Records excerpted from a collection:
******

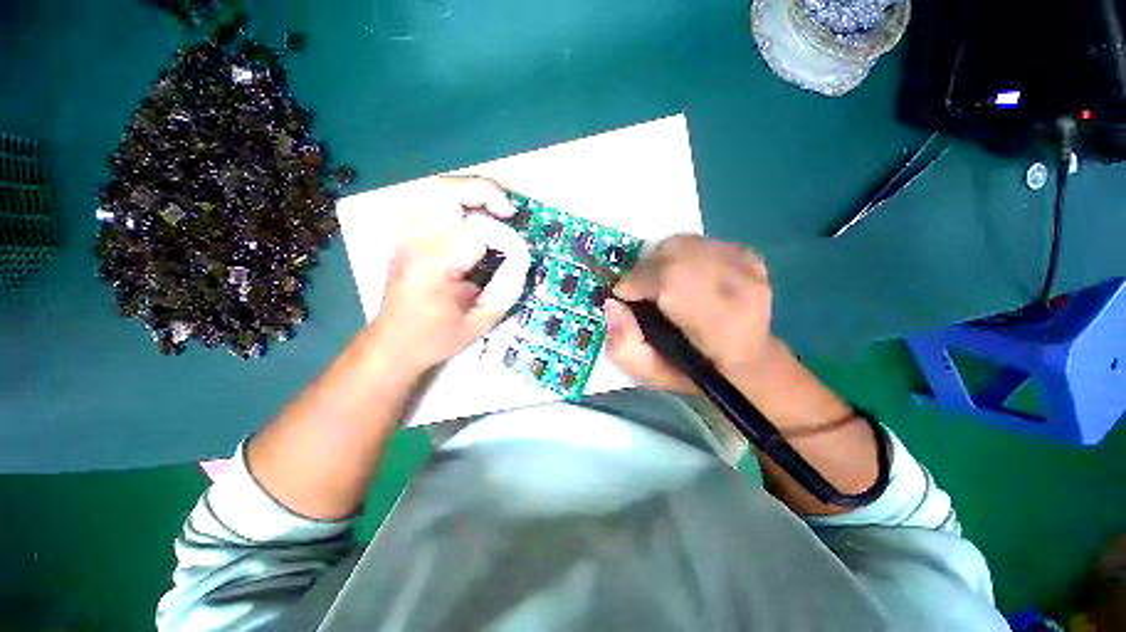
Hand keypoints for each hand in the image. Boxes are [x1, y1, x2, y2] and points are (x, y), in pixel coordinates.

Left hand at [370, 176, 530, 374]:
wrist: (393, 343)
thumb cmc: (436, 337)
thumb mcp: (481, 321)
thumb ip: (507, 289)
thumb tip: (521, 259)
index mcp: (435, 265)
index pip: (478, 230)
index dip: (507, 240)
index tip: (520, 257)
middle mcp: (417, 241)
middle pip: (447, 191)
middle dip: (485, 191)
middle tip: (509, 210)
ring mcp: (407, 234)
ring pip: (436, 189)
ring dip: (470, 190)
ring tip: (494, 207)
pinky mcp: (406, 235)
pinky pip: (430, 201)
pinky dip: (456, 198)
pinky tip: (472, 213)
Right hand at [604, 234, 771, 391]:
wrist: (746, 360)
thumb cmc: (693, 372)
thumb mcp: (650, 373)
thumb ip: (623, 345)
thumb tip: (611, 304)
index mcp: (718, 325)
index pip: (672, 280)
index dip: (638, 281)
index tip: (623, 294)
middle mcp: (740, 288)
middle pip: (676, 252)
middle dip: (646, 268)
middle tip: (639, 289)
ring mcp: (748, 267)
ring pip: (685, 242)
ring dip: (661, 259)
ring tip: (659, 283)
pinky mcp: (748, 255)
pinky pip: (699, 241)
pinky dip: (681, 254)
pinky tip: (684, 276)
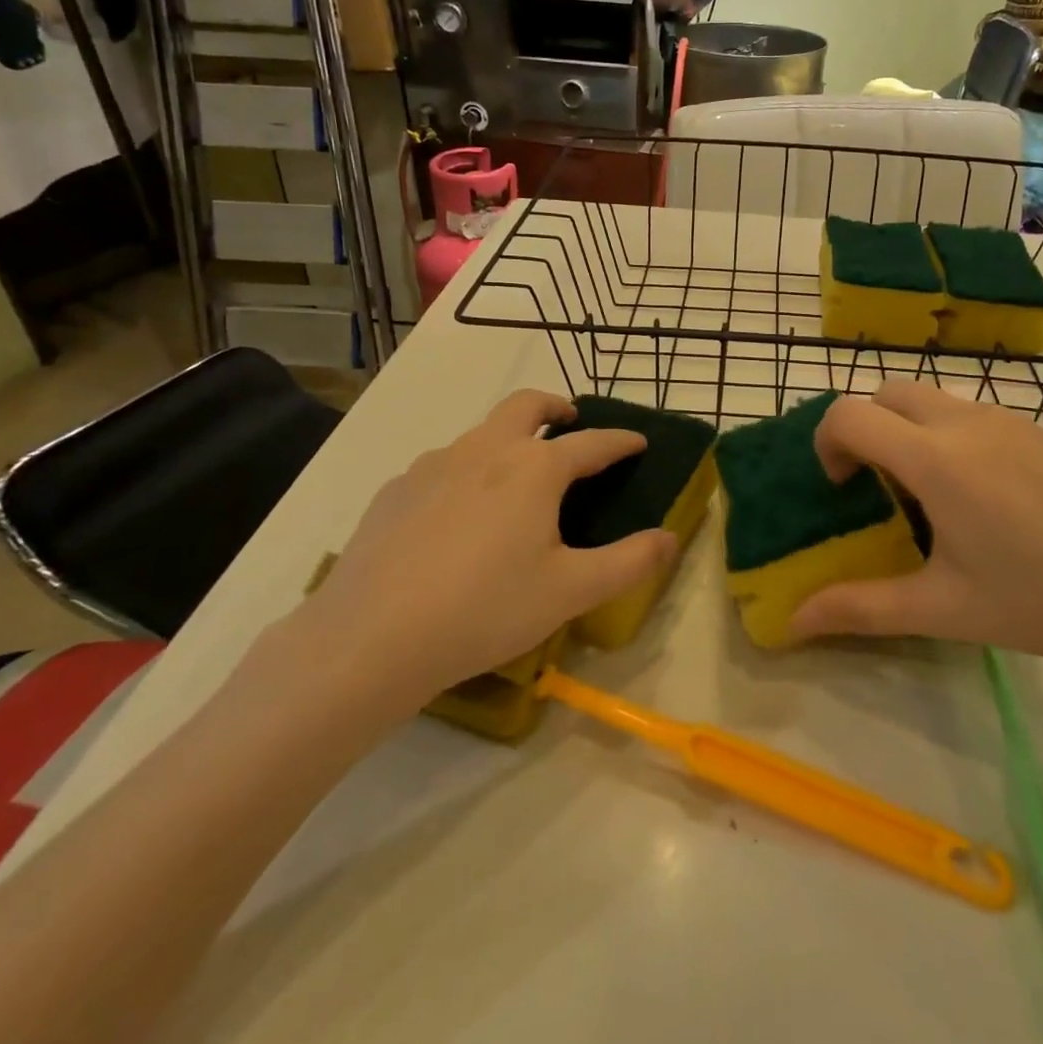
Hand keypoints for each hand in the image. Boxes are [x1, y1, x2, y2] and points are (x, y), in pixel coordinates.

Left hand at [269, 391, 674, 736]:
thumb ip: (629, 562)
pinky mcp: (396, 489)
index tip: (638, 442)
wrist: (371, 637)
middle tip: (570, 420)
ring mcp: (434, 464)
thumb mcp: (570, 591)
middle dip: (555, 406)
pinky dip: (465, 471)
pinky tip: (457, 515)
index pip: (592, 443)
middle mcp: (485, 450)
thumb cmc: (485, 609)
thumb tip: (671, 538)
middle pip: (526, 405)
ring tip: (515, 475)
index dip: (620, 441)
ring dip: (507, 438)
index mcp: (534, 469)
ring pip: (480, 433)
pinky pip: (442, 466)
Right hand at [789, 382, 1042, 675]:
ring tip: (929, 493)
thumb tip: (792, 622)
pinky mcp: (1041, 429)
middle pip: (887, 391)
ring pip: (932, 398)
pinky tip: (984, 497)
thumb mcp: (944, 609)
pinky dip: (949, 434)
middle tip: (875, 484)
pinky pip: (973, 413)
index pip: (850, 414)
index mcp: (935, 459)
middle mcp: (966, 422)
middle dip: (864, 426)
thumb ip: (861, 609)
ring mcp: (1009, 419)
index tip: (842, 489)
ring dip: (907, 428)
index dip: (828, 443)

******

**DIRECTIONS FOR THIS TASK**
Going through the records above line by line, transcribe each one exactly and skip any pictures.

**WRITTEN ANSWER**
Hand keypoints for each hand in the image. Boxes are [x1, y1, x2, y2] and points are (x, y), in pixel coordinates.

Left hand at [370, 176, 530, 374]:
wrist: (393, 343)
thumb cmc: (436, 337)
thumb mcp: (481, 321)
thumb ip: (507, 289)
thumb tip: (521, 259)
index mcp: (435, 265)
index pip: (478, 230)
index dip: (507, 240)
index tip: (520, 257)
middle mcp: (417, 241)
middle pip: (447, 191)
middle dip: (485, 191)
middle tip: (509, 210)
ring mcp: (407, 234)
ring pip: (436, 189)
ring dip: (470, 190)
ring tip: (494, 207)
pinky mcp: (406, 235)
pinky pip: (430, 201)
pinky dip: (456, 198)
pinky tip: (472, 213)
Right hand at [604, 234, 771, 391]:
wrist: (746, 360)
thumb cmc: (693, 372)
thumb mcp: (650, 373)
thumb ip: (623, 345)
thumb tip: (611, 304)
index mcp: (718, 325)
index pip: (672, 280)
index dip: (638, 281)
index tip: (623, 294)
middle mcp: (740, 288)
middle pip: (676, 252)
middle dip: (646, 268)
middle tip: (639, 289)
ring mcp: (748, 267)
ring pip: (685, 242)
ring dip: (661, 259)
ring tip: (659, 283)
pinky mcp: (748, 255)
pinky pip: (699, 241)
pinky dip: (681, 254)
pinky tip: (684, 276)
Hand keypoints for each hand in the image. Boxes are [x1, y1, x2, y2] and points are (x, y), in pixel coordinates.

Left hand at [269, 391, 674, 736]:
thumb ip: (629, 562)
pinky mcp: (396, 489)
index tip: (638, 442)
wrist: (371, 637)
middle tip: (570, 420)
ring mcp: (434, 464)
thumb mcp: (570, 591)
middle dip: (555, 406)
pinky dip: (465, 471)
pinky tip: (457, 515)
index pip: (592, 443)
middle mcp: (485, 450)
thumb cmc: (485, 609)
thumb tip: (671, 538)
middle pip: (526, 405)
ring tip: (515, 475)
index dip: (620, 441)
ring dip: (507, 438)
index mcp: (534, 469)
ring pip: (480, 433)
pinky pip: (442, 466)
Right hand at [789, 382, 1042, 675]:
ring tip: (929, 493)
thumb tip: (792, 622)
pinky mcp: (1041, 429)
middle pip: (887, 391)
ring pip: (932, 398)
pinky tip: (984, 497)
thumb mcp: (944, 609)
pinky dip: (949, 434)
middle tip: (875, 484)
pinky pip: (973, 413)
index pip: (850, 414)
index mcp: (935, 459)
middle mcp: (966, 422)
middle dip: (864, 426)
thumb ip: (861, 609)
ring mcp: (1009, 419)
index tip: (842, 489)
ring dip: (907, 428)
index dip: (828, 443)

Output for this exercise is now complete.